Read The Book of Secrets Online
Authors: M.G. Vassanji
Why the snake should understand Swahili, and why a white man should go after an insect armed with his rifle I did not bother to inquire. Finally we stopped. We were at a boundary of sorts. The growth became dense ahead of us, and small trees littered the area. “What?” I said. A villager pointed at the ground beneath a tree, and I saw the snake slithering away into the bush rather unhurriedly. It was a pretty large one — about nine inches in diameter. The villagers, by creating a racket, forced it to turn back, whereupon Fumfratti said, “Shoot,” and I shot it twice.
Any resistance it had left was bludgeoned out of it with clubs and sticks, and it was finally dragged out in front of us, belly swollen with its latest prey. Very skilfully it was cut open, lengthwise, so it could be skinned later, and out of the slimy inside that still twitched, they brought out something so revolting I shudder even now. It was a human baby.
We stopped at two other villages, at the second of which there was a long case involving a father and his sons …
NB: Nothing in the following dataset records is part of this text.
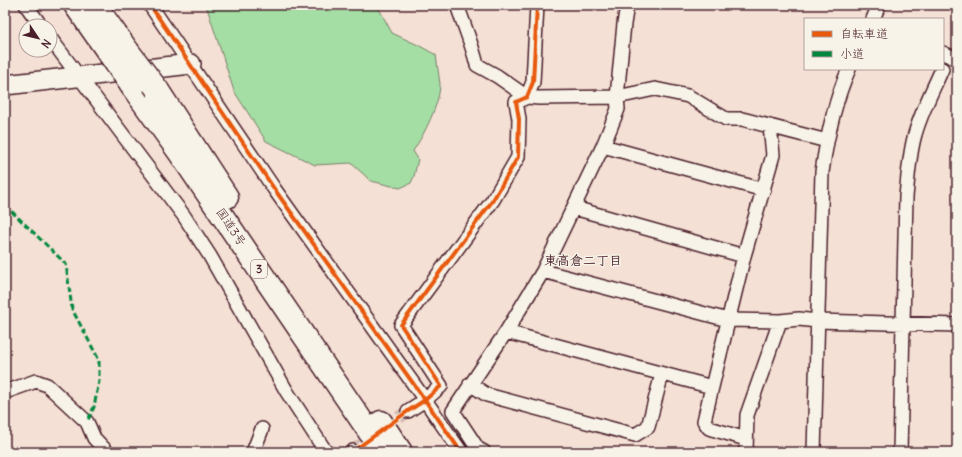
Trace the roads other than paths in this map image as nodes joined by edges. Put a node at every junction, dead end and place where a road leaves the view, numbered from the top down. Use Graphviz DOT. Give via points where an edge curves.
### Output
graph roads {
  1 [pos="26,5"];
  2 [pos="75,5"];
  3 [pos="95,5"];
  4 [pos="150,5"];
  5 [pos="457,5"];
  6 [pos="537,5"];
  7 [pos="627,5"];
  8 [pos="879,5"];
  9 [pos="35,18"];
  10 [pos="873,18"];
  11 [pos="58,49"];
  12 [pos="119,53"];
  13 [pos="190,64"];
  14 [pos="849,70"];
  15 [pos="942,70"];
  16 [pos="78,76"];
  17 [pos="5,85"];
  18 [pos="527,97"];
  19 [pos="617,97"];
  20 [pos="770,126"];
  21 [pos="826,141"];
  22 [pos="603,146"];
  23 [pos="764,190"];
  24 [pos="574,208"];
  25 [pos="744,256"];
  26 [pos="543,271"];
  27 [pos="728,320"];
  28 [pos="780,321"];
  29 [pos="817,322"];
  30 [pos="903,324"];
  31 [pos="957,325"];
  32 [pos="506,332"];
  33 [pos="662,374"];
  34 [pos="470,384"];
  35 [pos="712,387"];
  36 [pos="5,392"];
  37 [pos="425,400"];
  38 [pos="408,411"];
  39 [pos="262,429"];
  40 [pos="746,446"];
  41 [pos="107,452"];
  42 [pos="253,452"];
  43 [pos="326,452"];
  44 [pos="383,452"];
  45 [pos="401,452"];
  46 [pos="461,452"];
  47 [pos="484,452"];
  48 [pos="814,452"];
  49 [pos="900,452"];
  1 -- 9 [label="street"];
  2 -- 12 [label="highway, 国道3号 / 3"];
  3 -- 12 [label="highway, 国道3号 / 3"];
  4 -- 13 [label="street"];
  5 -- 18 [label="street" via="477,65"];
  6 -- 18 [label="street" via="533,82"];
  7 -- 19 [label="street"];
  8 -- 10 [label="street"];
  11 -- 16 [label="street"];
  12 -- 44 [label="highway, 国道3号 / 3, bridge" via="133,88"];
  12 -- 45 [label="highway, 国道3号 / 3, bridge" via="157,89"];
  13 -- 16 [label="street"];
  13 -- 37 [label="street" via="275,190"];
  14 -- 21 [label="street"];
  15 -- 30 [label="street" via="923,110 908,166"];
  16 -- 17 [label="street"];
  16 -- 43 [label="street" via="184,216 210,256 287,392"];
  18 -- 19 [label="street"];
  18 -- 37 [label="street" via="516,102 519,119 518,157 493,200 401,325 441,386"];
  19 -- 20 [label="street" via="655,89 688,96 726,119 742,119"];
  19 -- 22 [label="street" via="618,109"];
  20 -- 21 [label="street"];
  20 -- 23 [label="street" via="773,155"];
  21 -- 29 [label="street" via="822,172"];
  22 -- 23 [label="street"];
  22 -- 24 [label="street"];
  23 -- 25 [label="street"];
  24 -- 25 [label="street"];
  24 -- 26 [label="street"];
  25 -- 27 [label="street"];
  26 -- 27 [label="street"];
  26 -- 32 [label="street"];
  27 -- 28 [label="street"];
  27 -- 35 [label="street"];
  28 -- 29 [label="street" via="799,319"];
  28 -- 40 [label="street" via="747,414"];
  29 -- 30 [label="street"];
  29 -- 48 [label="street"];
  30 -- 31 [label="street"];
  30 -- 49 [label="street"];
  32 -- 33 [label="street"];
  32 -- 34 [label="street"];
  33 -- 34 [label="street" via="648,427 635,435 487,395"];
  33 -- 35 [label="street"];
  34 -- 47 [label="street" via="453,411 478,449"];
  35 -- 40 [label="street" via="704,421 709,428"];
  36 -- 41 [label="street" via="36,381 47,385 87,422 94,438"];
  37 -- 38 [label="street"];
  37 -- 46 [label="street"];
  39 -- 42 [label="street"];
}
Fumfratti has proved invaluable on this journey. He has travelled widely as a scout, and is a mine of information. My askaris and porters defer to his age and experience, and his wit. Several of them can carry a tune, lead the company in song through forest and grass, but Fumfratti is the storyteller. In the evenings, by the fire, his long stories continue from the previous night and (I believe) change plots and characters. During marches he keeps the men’s minds off their loads, their pangs of hunger, and the intense heat with a marvellous supply of riddles. Not surprisingly he was greeted like an old friend when we arrived in Taveta. We had been on the road three nights and a little over two days.
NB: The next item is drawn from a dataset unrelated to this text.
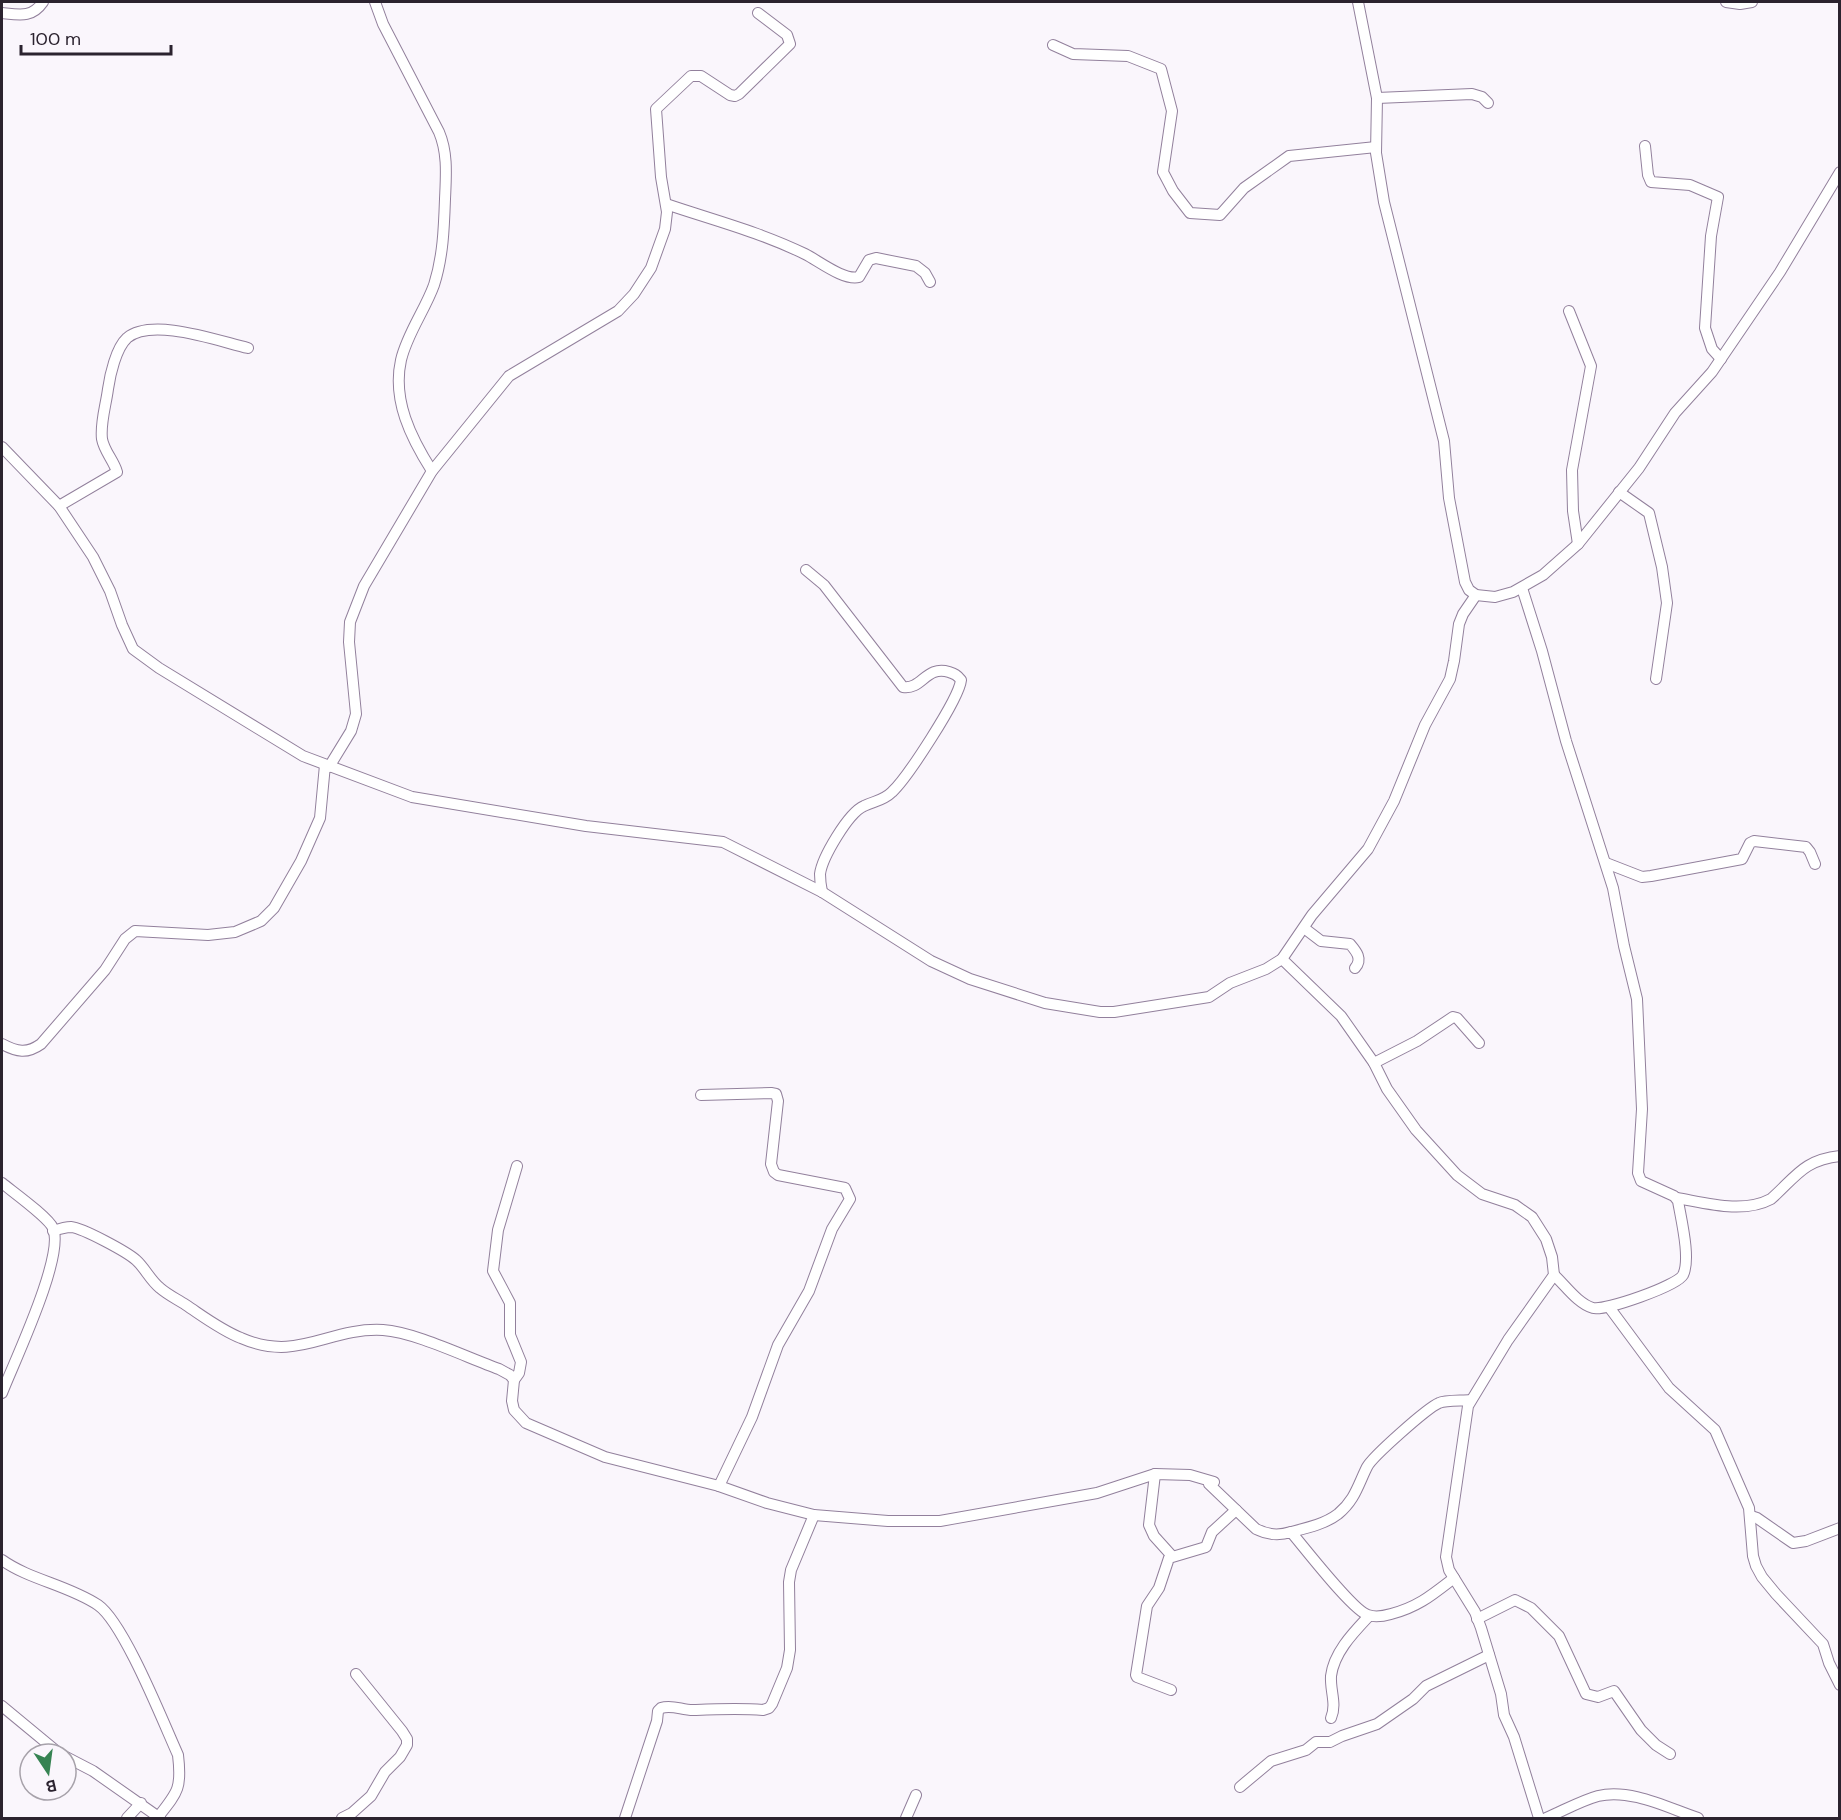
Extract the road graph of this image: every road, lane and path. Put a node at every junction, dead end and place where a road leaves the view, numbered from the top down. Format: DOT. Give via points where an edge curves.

In Taveta Corbin was shown the graveyard, which lay in arcadian peace and shade behind a mango grove. There he saw two European graves built up as shrines. He was taken to the site where the explorer Thomson had struck camp thirty years before. Kilimanjaro loomed even closer here, and he learned that an underground stream from the mountain practically surrounded the town. From the top of the hill where the Mission offices were, he could see the green belt of dense vegetation that followed the water line. The water surfaced first at a crater lake, called Chala, in the hills to the west. It then came up in a spring, and later at Lake Jipe, before flowing towards the Pare mountain range back in German territory. He was told the area had been explored by Maynard two years before.
In Taveta the government station was now vacant, though a new
ADC
was on his way Corbin stayed four days, to hear petitions and dispense salaries, and he ordered a clean-up of the town on the last day.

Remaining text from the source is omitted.